[[ Dataset excerpts open ]]

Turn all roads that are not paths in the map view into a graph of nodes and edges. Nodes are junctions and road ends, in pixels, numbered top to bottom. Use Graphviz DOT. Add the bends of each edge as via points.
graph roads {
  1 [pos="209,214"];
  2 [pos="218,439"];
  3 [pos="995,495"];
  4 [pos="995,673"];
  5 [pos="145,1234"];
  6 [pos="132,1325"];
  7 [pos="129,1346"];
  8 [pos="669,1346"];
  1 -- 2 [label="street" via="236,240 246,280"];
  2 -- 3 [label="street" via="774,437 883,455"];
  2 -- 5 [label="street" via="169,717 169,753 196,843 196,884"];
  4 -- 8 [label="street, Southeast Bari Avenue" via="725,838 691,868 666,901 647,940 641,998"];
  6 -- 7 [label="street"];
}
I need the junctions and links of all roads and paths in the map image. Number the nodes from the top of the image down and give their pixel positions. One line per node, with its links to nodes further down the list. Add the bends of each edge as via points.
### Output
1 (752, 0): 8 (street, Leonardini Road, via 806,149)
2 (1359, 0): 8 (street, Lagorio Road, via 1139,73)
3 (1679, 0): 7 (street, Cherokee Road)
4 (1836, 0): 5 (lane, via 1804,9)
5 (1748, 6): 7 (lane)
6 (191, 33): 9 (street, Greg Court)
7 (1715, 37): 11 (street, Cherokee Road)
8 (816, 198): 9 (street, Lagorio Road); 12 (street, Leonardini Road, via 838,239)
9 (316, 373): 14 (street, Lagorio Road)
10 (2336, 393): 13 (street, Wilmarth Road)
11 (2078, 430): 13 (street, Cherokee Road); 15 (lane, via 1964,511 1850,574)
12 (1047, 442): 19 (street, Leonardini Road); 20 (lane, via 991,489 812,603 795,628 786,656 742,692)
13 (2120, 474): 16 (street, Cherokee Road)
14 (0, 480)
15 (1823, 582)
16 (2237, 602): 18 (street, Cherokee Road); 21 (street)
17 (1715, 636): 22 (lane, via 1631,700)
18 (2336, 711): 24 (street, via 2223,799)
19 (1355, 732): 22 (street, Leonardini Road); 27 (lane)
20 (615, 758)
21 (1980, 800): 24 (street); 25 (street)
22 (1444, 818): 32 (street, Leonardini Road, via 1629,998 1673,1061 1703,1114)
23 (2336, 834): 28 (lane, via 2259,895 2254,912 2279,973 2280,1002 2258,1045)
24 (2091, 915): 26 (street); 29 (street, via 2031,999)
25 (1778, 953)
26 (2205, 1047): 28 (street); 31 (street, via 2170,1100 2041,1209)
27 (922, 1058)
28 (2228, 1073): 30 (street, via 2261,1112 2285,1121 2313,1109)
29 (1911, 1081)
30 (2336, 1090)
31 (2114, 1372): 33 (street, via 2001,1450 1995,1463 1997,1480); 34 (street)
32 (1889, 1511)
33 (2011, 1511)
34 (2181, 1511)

[[ Dataset excerpts closed ]]

→ **What the task requires**
Start with the first line of the data and print every line exactly. The line containing "I need the junctions" is the last one to include.

→ **Solution below**
Turn all roads that are not paths in the map view into a graph of nodes and edges. Nodes are junctions and road ends, in pixels, numbered top to bottom. Use Graphviz DOT. Add the bends of each edge as via points.
graph roads {
  1 [pos="209,214"];
  2 [pos="218,439"];
  3 [pos="995,495"];
  4 [pos="995,673"];
  5 [pos="145,1234"];
  6 [pos="132,1325"];
  7 [pos="129,1346"];
  8 [pos="669,1346"];
  1 -- 2 [label="street" via="236,240 246,280"];
  2 -- 3 [label="street" via="774,437 883,455"];
  2 -- 5 [label="street" via="169,717 169,753 196,843 196,884"];
  4 -- 8 [label="street, Southeast Bari Avenue" via="725,838 691,868 666,901 647,940 641,998"];
  6 -- 7 [label="street"];
}
I need the junctions and links of all roads and paths in the map image. Number the nodes from the top of the image down and give their pixel positions. One line per node, with its links to nodes further down the list. Add the bends of each edge as via points.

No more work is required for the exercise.